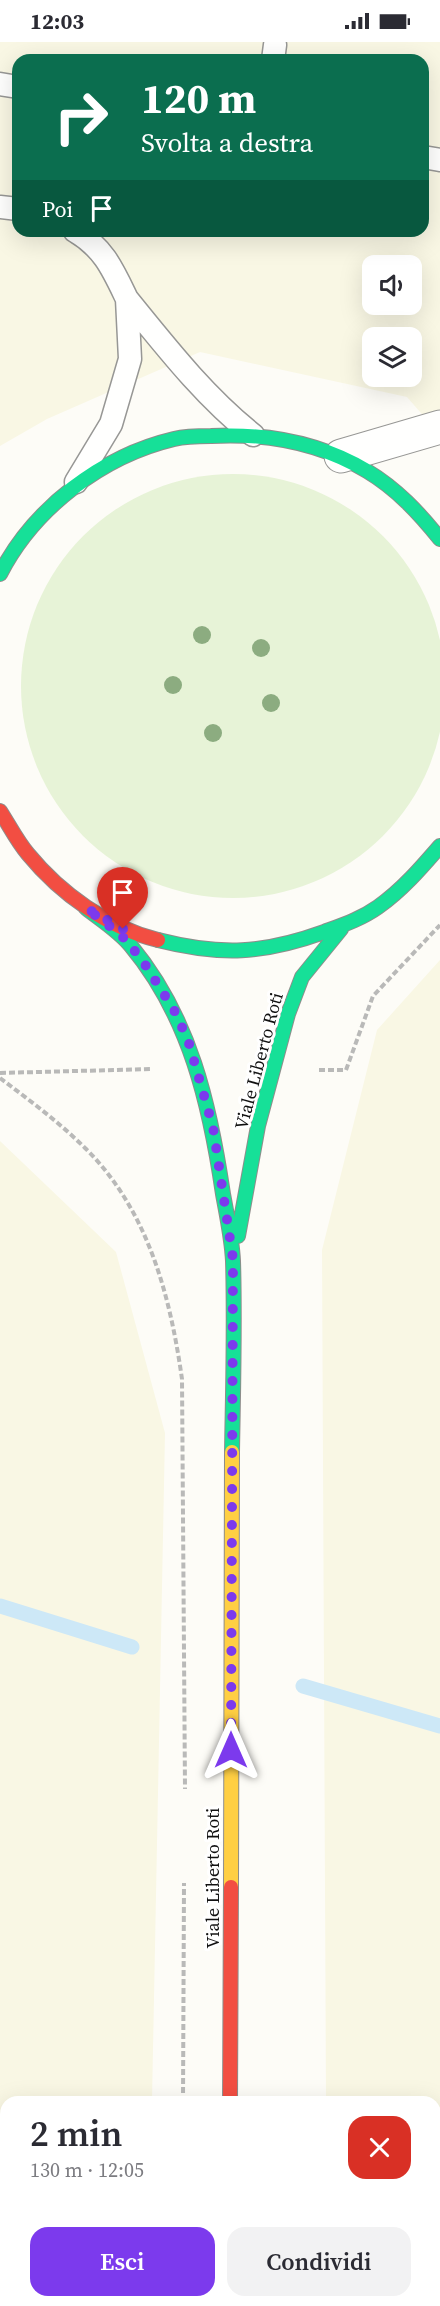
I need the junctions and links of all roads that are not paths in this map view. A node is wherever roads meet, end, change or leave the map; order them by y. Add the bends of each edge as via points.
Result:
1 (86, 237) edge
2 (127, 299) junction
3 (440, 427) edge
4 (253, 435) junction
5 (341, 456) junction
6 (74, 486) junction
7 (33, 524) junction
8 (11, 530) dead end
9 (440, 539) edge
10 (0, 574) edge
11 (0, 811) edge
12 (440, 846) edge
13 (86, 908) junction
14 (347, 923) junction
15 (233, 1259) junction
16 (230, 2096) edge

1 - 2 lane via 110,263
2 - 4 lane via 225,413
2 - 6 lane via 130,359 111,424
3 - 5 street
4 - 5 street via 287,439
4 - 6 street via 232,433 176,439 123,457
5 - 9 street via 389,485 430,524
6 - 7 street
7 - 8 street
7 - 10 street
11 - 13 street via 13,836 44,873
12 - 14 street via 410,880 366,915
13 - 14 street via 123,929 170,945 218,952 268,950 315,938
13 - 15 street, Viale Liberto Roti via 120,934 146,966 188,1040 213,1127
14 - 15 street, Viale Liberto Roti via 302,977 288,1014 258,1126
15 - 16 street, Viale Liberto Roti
::::::
Leave out the pictures and print every line of the data exactly.

Solution to the problem:
I need the junctions and links of all roads that are not paths in this map view. A node is wherever roads meet, end, change or leave the map; order them by y. Add the bends of each edge as via points.
Result:
1 (86, 237) edge
2 (127, 299) junction
3 (440, 427) edge
4 (253, 435) junction
5 (341, 456) junction
6 (74, 486) junction
7 (33, 524) junction
8 (11, 530) dead end
9 (440, 539) edge
10 (0, 574) edge
11 (0, 811) edge
12 (440, 846) edge
13 (86, 908) junction
14 (347, 923) junction
15 (233, 1259) junction
16 (230, 2096) edge

1 - 2 lane via 110,263
2 - 4 lane via 225,413
2 - 6 lane via 130,359 111,424
3 - 5 street
4 - 5 street via 287,439
4 - 6 street via 232,433 176,439 123,457
5 - 9 street via 389,485 430,524
6 - 7 street
7 - 8 street
7 - 10 street
11 - 13 street via 13,836 44,873
12 - 14 street via 410,880 366,915
13 - 14 street via 123,929 170,945 218,952 268,950 315,938
13 - 15 street, Viale Liberto Roti via 120,934 146,966 188,1040 213,1127
14 - 15 street, Viale Liberto Roti via 302,977 288,1014 258,1126
15 - 16 street, Viale Liberto Roti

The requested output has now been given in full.